■ **HOW TO COMPLETE THIS TASK**
Retrieve each line that contains the word "points" from the entries below.

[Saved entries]
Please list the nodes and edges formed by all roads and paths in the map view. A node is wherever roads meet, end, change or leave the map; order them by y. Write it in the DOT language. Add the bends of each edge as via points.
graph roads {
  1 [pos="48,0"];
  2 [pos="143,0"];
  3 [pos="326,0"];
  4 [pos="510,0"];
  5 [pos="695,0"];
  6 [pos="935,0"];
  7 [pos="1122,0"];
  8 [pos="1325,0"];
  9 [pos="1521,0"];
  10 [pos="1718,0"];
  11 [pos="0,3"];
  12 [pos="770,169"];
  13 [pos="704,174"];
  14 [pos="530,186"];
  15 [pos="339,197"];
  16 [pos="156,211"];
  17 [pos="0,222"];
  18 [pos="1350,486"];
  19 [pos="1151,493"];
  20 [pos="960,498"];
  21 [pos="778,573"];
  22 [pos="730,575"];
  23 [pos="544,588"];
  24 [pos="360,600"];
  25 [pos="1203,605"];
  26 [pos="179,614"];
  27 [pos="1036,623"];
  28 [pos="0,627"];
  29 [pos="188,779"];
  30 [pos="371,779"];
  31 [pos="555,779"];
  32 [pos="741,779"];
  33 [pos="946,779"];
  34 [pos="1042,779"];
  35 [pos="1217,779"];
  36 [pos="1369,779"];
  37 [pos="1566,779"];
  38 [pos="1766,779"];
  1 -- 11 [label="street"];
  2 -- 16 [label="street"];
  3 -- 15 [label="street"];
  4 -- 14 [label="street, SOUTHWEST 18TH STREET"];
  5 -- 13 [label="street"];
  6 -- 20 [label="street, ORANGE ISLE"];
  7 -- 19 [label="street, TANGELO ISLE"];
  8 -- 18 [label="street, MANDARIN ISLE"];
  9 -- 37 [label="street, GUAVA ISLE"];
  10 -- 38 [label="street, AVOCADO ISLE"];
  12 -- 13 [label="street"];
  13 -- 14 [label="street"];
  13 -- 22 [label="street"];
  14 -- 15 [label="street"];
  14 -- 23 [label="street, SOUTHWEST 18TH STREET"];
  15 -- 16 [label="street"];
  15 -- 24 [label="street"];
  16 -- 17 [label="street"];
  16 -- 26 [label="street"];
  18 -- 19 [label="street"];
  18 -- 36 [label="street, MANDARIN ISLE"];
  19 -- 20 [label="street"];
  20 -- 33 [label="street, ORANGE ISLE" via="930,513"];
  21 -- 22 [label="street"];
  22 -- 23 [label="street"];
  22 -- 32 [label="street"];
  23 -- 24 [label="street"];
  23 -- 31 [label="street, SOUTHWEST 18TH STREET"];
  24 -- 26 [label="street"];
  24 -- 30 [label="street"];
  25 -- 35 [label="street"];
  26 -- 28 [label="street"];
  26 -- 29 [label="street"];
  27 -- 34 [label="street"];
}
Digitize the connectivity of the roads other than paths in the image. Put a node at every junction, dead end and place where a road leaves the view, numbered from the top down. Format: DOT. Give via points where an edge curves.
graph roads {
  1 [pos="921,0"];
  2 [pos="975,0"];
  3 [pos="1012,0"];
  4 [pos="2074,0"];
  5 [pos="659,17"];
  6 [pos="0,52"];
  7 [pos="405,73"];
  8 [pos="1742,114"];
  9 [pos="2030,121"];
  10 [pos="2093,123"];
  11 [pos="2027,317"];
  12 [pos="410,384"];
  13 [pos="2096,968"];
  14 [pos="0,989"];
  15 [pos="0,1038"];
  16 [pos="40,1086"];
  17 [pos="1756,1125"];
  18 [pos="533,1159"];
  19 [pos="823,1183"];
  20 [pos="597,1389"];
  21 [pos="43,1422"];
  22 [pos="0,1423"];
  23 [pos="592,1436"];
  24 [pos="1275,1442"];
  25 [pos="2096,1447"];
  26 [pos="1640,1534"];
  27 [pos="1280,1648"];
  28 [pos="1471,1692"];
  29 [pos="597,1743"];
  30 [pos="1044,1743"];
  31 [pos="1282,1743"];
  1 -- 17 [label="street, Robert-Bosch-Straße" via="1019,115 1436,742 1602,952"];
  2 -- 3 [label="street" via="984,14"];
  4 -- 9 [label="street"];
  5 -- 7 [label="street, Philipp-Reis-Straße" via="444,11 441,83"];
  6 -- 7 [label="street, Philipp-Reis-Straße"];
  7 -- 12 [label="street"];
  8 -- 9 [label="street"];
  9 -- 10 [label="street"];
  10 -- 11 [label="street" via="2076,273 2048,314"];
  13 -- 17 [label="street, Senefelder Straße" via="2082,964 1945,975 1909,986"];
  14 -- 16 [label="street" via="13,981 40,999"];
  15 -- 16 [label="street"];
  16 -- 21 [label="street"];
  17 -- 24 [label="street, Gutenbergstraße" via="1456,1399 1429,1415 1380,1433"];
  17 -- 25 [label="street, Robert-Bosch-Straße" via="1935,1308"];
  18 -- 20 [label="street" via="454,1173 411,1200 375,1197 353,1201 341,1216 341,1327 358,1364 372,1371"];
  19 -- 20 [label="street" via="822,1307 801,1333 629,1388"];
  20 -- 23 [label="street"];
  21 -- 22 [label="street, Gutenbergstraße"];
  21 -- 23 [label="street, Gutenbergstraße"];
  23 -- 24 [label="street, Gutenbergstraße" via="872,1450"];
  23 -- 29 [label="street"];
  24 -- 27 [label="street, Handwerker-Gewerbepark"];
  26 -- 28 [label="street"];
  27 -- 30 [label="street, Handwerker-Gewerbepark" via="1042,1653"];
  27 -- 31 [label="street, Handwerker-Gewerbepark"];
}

■ **TASK RESPONSE**
Please list the nodes and edges formed by all roads and paths in the map view. A node is wherever roads meet, end, change or leave the map; order them by y. Write it in the DOT language. Add the bends of each edge as via points.
Digitize the connectivity of the roads other than paths in the image. Put a node at every junction, dead end and place where a road leaves the view, numbered from the top down. Format: DOT. Give via points where an edge curves.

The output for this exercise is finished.